Corée graphique

Photo de Jean-Marie Chabot

Dans North Korea Dance, la charismatique et extravagante Eun-Me Ahn revisite l’art d’un pays fermé par un régime autoritaire depuis près de 70 ans.

À la naissance d’Eun-Me Ahn, le “Pays du matin calme” était déjà séparé de la République populaire démocratique de Corée depuis 10 ans. Autarcique jusqu’au pire, la dynastie communiste dirigée par les Kim en est depuis à son troisième guide suprême, Kim Jong-un. Loin, très loin de l’ouverture de son voisin du Sud dont la k-pop, le cinéma ou les géants des nouvelles technologies rayonnent dans le monde entier. Il fallait bien l’audace de l’enfant terrible de la danse coréenne, arborant son crâne rasé depuis près de 30 ans, pour se pencher sur les pratiques chorégraphiques en vigueur de l’autre côté de la frontière où, bien entendu, elle n’a jamais eu le droit de mettre le pied.
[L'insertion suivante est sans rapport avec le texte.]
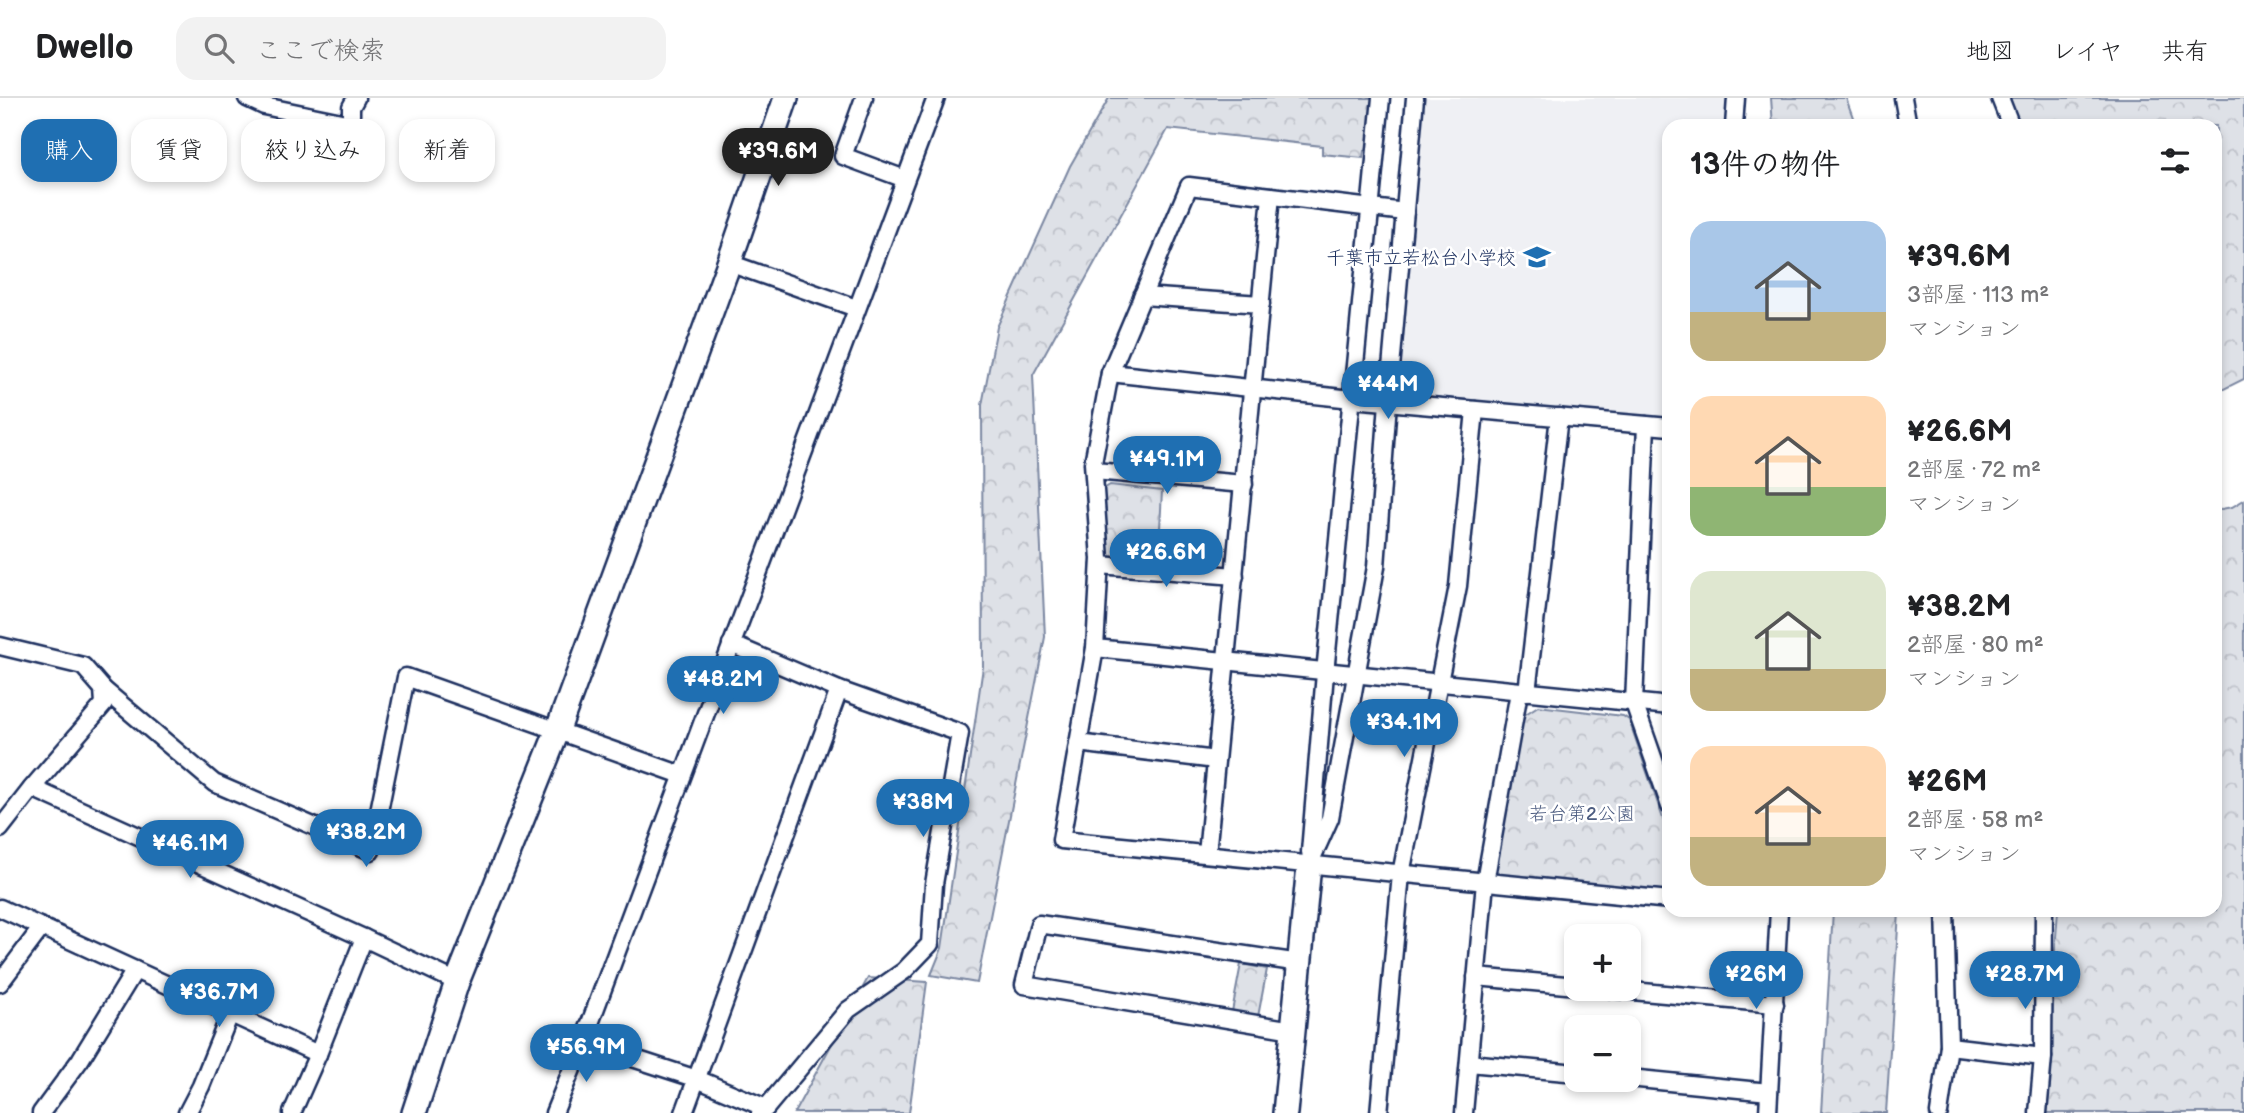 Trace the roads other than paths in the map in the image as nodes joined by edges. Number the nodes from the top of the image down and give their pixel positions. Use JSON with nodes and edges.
{"nodes":[{"id":1,"x":247,"y":98,"type":"edge"},
{"id":2,"x":356,"y":98,"type":"edge"},
{"id":3,"x":786,"y":98,"type":"edge"},
{"id":4,"x":864,"y":98,"type":"edge"},
{"id":5,"x":936,"y":98,"type":"edge"},
{"id":6,"x":1381,"y":98,"type":"edge"},
{"id":7,"x":1415,"y":98,"type":"edge"},
{"id":8,"x":1736,"y":98,"type":"edge"},
{"id":9,"x":1903,"y":98,"type":"edge"},
{"id":10,"x":2000,"y":98,"type":"edge"},
{"id":11,"x":1734,"y":119,"type":"edge"},
{"id":12,"x":1907,"y":119,"type":"edge"},
{"id":13,"x":2008,"y":119,"type":"edge"},
{"id":14,"x":905,"y":179,"type":"junction"},
{"id":15,"x":1271,"y":196,"type":"junction"},
{"id":16,"x":1370,"y":208,"type":"junction"},
{"id":17,"x":1405,"y":212,"type":"junction"},
{"id":18,"x":729,"y":263,"type":"junction"},
{"id":19,"x":1142,"y":296,"type":"junction"},
{"id":20,"x":1261,"y":304,"type":"junction"},
{"id":21,"x":856,"y":308,"type":"junction"},
{"id":22,"x":1110,"y":373,"type":"junction"},
{"id":23,"x":1253,"y":388,"type":"junction"},
{"id":24,"x":1352,"y":399,"type":"junction"},
{"id":25,"x":1388,"y":402,"type":"junction"},
{"id":26,"x":1475,"y":410,"type":"junction"},
{"id":27,"x":1559,"y":417,"type":"junction"},
{"id":28,"x":1646,"y":425,"type":"junction"},
{"id":29,"x":1662,"y":427,"type":"edge"},
{"id":30,"x":1094,"y":471,"type":"junction"},
{"id":31,"x":1244,"y":484,"type":"junction"},
{"id":32,"x":1100,"y":565,"type":"junction"},
{"id":33,"x":1235,"y":576,"type":"junction"},
{"id":34,"x":731,"y":644,"type":"junction"},
{"id":35,"x":0,"y":646,"type":"edge"},
{"id":36,"x":1095,"y":648,"type":"junction"},
{"id":37,"x":1227,"y":662,"type":"junction"},
{"id":38,"x":1325,"y":671,"type":"junction"},
{"id":39,"x":1356,"y":676,"type":"junction"},
{"id":40,"x":1438,"y":683,"type":"junction"},
{"id":41,"x":103,"y":689,"type":"junction"},
{"id":42,"x":839,"y":690,"type":"junction"},
{"id":43,"x":1523,"y":692,"type":"junction"},
{"id":44,"x":1634,"y":703,"type":"junction"},
{"id":45,"x":1662,"y":705,"type":"edge"},
{"id":46,"x":557,"y":732,"type":"junction"},
{"id":47,"x":1078,"y":743,"type":"junction"},
{"id":48,"x":1216,"y":760,"type":"junction"},
{"id":49,"x":682,"y":775,"type":"junction"},
{"id":50,"x":1662,"y":783,"type":"edge"},
{"id":51,"x":32,"y":788,"type":"junction"},
{"id":52,"x":0,"y":829,"type":"edge"},
{"id":53,"x":1207,"y":854,"type":"junction"},
{"id":54,"x":1309,"y":865,"type":"junction"},
{"id":55,"x":1401,"y":874,"type":"junction"},
{"id":56,"x":1485,"y":882,"type":"junction"},
{"id":57,"x":1662,"y":899,"type":"edge"},
{"id":58,"x":0,"y":908,"type":"edge"},
{"id":59,"x":1775,"y":917,"type":"edge"},
{"id":60,"x":1945,"y":917,"type":"edge"},
{"id":61,"x":2043,"y":917,"type":"edge"},
{"id":62,"x":42,"y":927,"type":"junction"},
{"id":63,"x":364,"y":938,"type":"junction"},
{"id":64,"x":1300,"y":963,"type":"junction"},
{"id":65,"x":135,"y":970,"type":"junction"},
{"id":66,"x":1476,"y":977,"type":"junction"},
{"id":67,"x":457,"y":982,"type":"junction"},
{"id":68,"x":0,"y":983,"type":"edge"},
{"id":69,"x":1564,"y":985,"type":"edge"},
{"id":70,"x":1641,"y":992,"type":"edge"},
{"id":71,"x":1774,"y":1003,"type":"junction"},
{"id":72,"x":230,"y":1014,"type":"junction"},
{"id":73,"x":1293,"y":1030,"type":"junction"},
{"id":74,"x":583,"y":1042,"type":"junction"},
{"id":75,"x":1949,"y":1046,"type":"junction"},
{"id":76,"x":318,"y":1054,"type":"junction"},
{"id":77,"x":2043,"y":1056,"type":"junction"},
{"id":78,"x":1469,"y":1063,"type":"junction"},
{"id":79,"x":1564,"y":1072,"type":"edge"},
{"id":80,"x":1641,"y":1079,"type":"edge"},
{"id":81,"x":697,"y":1080,"type":"junction"},
{"id":82,"x":1769,"y":1092,"type":"junction"},
{"id":83,"x":763,"y":1111,"type":"edge"},
{"id":84,"x":41,"y":1113,"type":"edge"},
{"id":85,"x":187,"y":1113,"type":"edge"},
{"id":86,"x":292,"y":1113,"type":"edge"},
{"id":87,"x":414,"y":1113,"type":"edge"},
{"id":88,"x":554,"y":1113,"type":"edge"},
{"id":89,"x":684,"y":1113,"type":"edge"},
{"id":90,"x":1285,"y":1113,"type":"edge"},
{"id":91,"x":1379,"y":1113,"type":"edge"},
{"id":92,"x":1464,"y":1113,"type":"edge"},
{"id":93,"x":1768,"y":1113,"type":"edge"},
{"id":94,"x":1940,"y":1113,"type":"edge"},
{"id":95,"x":2038,"y":1113,"type":"edge"}],
"edges":[{"from":1,"to":2,"type":"street"},
{"from":3,"to":18,"type":"street"},
{"from":4,"to":14,"type":"street"},
{"from":5,"to":14,"type":"street"},
{"from":6,"to":16,"type":"street"},
{"from":7,"to":17,"type":"street"},
{"from":8,"to":11,"type":"street"},
{"from":9,"to":12,"type":"street"},
{"from":10,"to":13,"type":"street"},
{"from":14,"to":21,"type":"street"},
{"from":15,"to":16,"type":"street"},
{"from":15,"to":19,"type":"street"},
{"from":15,"to":20,"type":"street"},
{"from":16,"to":17,"type":"street"},
{"from":16,"to":24,"type":"street"},
{"from":17,"to":25,"type":"street"},
{"from":18,"to":21,"type":"street"},
{"from":18,"to":46,"type":"street"},
{"from":19,"to":20,"type":"street"},
{"from":19,"to":22,"type":"street"},
{"from":20,"to":23,"type":"street"},
{"from":21,"to":34,"type":"street"},
{"from":22,"to":23,"type":"street"},
{"from":22,"to":30,"type":"street"},
{"from":23,"to":24,"type":"street"},
{"from":23,"to":31,"type":"street"},
{"from":24,"to":25,"type":"street"},
{"from":24,"to":38,"type":"street"},
{"from":25,"to":26,"type":"street"},
{"from":25,"to":39,"type":"street"},
{"from":26,"to":27,"type":"street"},
{"from":26,"to":40,"type":"street"},
{"from":27,"to":28,"type":"street"},
{"from":27,"to":43,"type":"street"},
{"from":28,"to":29,"type":"street"},
{"from":28,"to":44,"type":"street"},
{"from":30,"to":31,"type":"street"},
{"from":30,"to":32,"type":"street"},
{"from":31,"to":33,"type":"street"},
{"from":32,"to":33,"type":"street"},
{"from":32,"to":36,"type":"street"},
{"from":33,"to":37,"type":"street"},
{"from":34,"to":42,"type":"street"},
{"from":34,"to":49,"type":"street"},
{"from":35,"to":41,"type":"street"},
{"from":36,"to":37,"type":"street"},
{"from":36,"to":47,"type":"street"},
{"from":37,"to":38,"type":"street"},
{"from":37,"to":48,"type":"street"},
{"from":38,"to":39,"type":"street"},
{"from":38,"to":54,"type":"street"},
{"from":39,"to":40,"type":"street"},
{"from":39,"to":54,"type":"street"},
{"from":40,"to":43,"type":"street"},
{"from":40,"to":55,"type":"street"},
{"from":41,"to":46,"type":"street"},
{"from":41,"to":51,"type":"street"},
{"from":42,"to":81,"type":"street"},
{"from":42,"to":83,"type":"street"},
{"from":43,"to":44,"type":"street"},
{"from":43,"to":56,"type":"street"},
{"from":44,"to":45,"type":"street"},
{"from":44,"to":50,"type":"street"},
{"from":46,"to":49,"type":"street"},
{"from":46,"to":67,"type":"street"},
{"from":47,"to":48,"type":"street"},
{"from":47,"to":53,"type":"street"},
{"from":48,"to":53,"type":"street"},
{"from":49,"to":74,"type":"street"},
{"from":51,"to":52,"type":"street"},
{"from":51,"to":63,"type":"street"},
{"from":53,"to":54,"type":"street"},
{"from":54,"to":55,"type":"street"},
{"from":54,"to":64,"type":"street"},
{"from":55,"to":56,"type":"street"},
{"from":55,"to":91,"type":"street"},
{"from":56,"to":57,"type":"street"},
{"from":56,"to":66,"type":"street"},
{"from":58,"to":62,"type":"street"},
{"from":59,"to":71,"type":"street"},
{"from":60,"to":75,"type":"street"},
{"from":61,"to":77,"type":"street"},
{"from":62,"to":65,"type":"street"},
{"from":62,"to":68,"type":"street"},
{"from":63,"to":67,"type":"street"},
{"from":63,"to":76,"type":"street"},
{"from":64,"to":73,"type":"street"},
{"from":64,"to":73,"type":"street"},
{"from":65,"to":72,"type":"street"},
{"from":65,"to":84,"type":"street"},
{"from":66,"to":69,"type":"street"},
{"from":66,"to":78,"type":"street"},
{"from":67,"to":87,"type":"street"},
{"from":70,"to":71,"type":"street"},
{"from":71,"to":82,"type":"street"},
{"from":72,"to":76,"type":"street"},
{"from":72,"to":85,"type":"street"},
{"from":73,"to":90,"type":"street"},
{"from":74,"to":81,"type":"street"},
{"from":74,"to":88,"type":"street"},
{"from":75,"to":77,"type":"street"},
{"from":75,"to":94,"type":"street"},
{"from":76,"to":86,"type":"street"},
{"from":77,"to":95,"type":"street"},
{"from":78,"to":79,"type":"street"},
{"from":78,"to":92,"type":"street"},
{"from":80,"to":82,"type":"street"},
{"from":81,"to":83,"type":"street"},
{"from":81,"to":89,"type":"street"},
{"from":82,"to":93,"type":"street"}]}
Elle a fouillé sur Internet, compilé et scruté les spectacles folkloriques de masse chorégraphiés avec des centaines d’interprètes, mais aussi les parades militaires dont le régime raffole ou les vidéos de ces enfants singeant les adultes dans des performances incroyablement exigeantes avec un professionnalisme tout à fait… flippant ! Elle découvre aussi un art savamment entre- tenu de l’acrobatie et des danses de l’éventail très codifiées. Celle qui avait fait se mouvoir des grand-mères amatrices* détourne avec une joie manifeste ce riche folklore.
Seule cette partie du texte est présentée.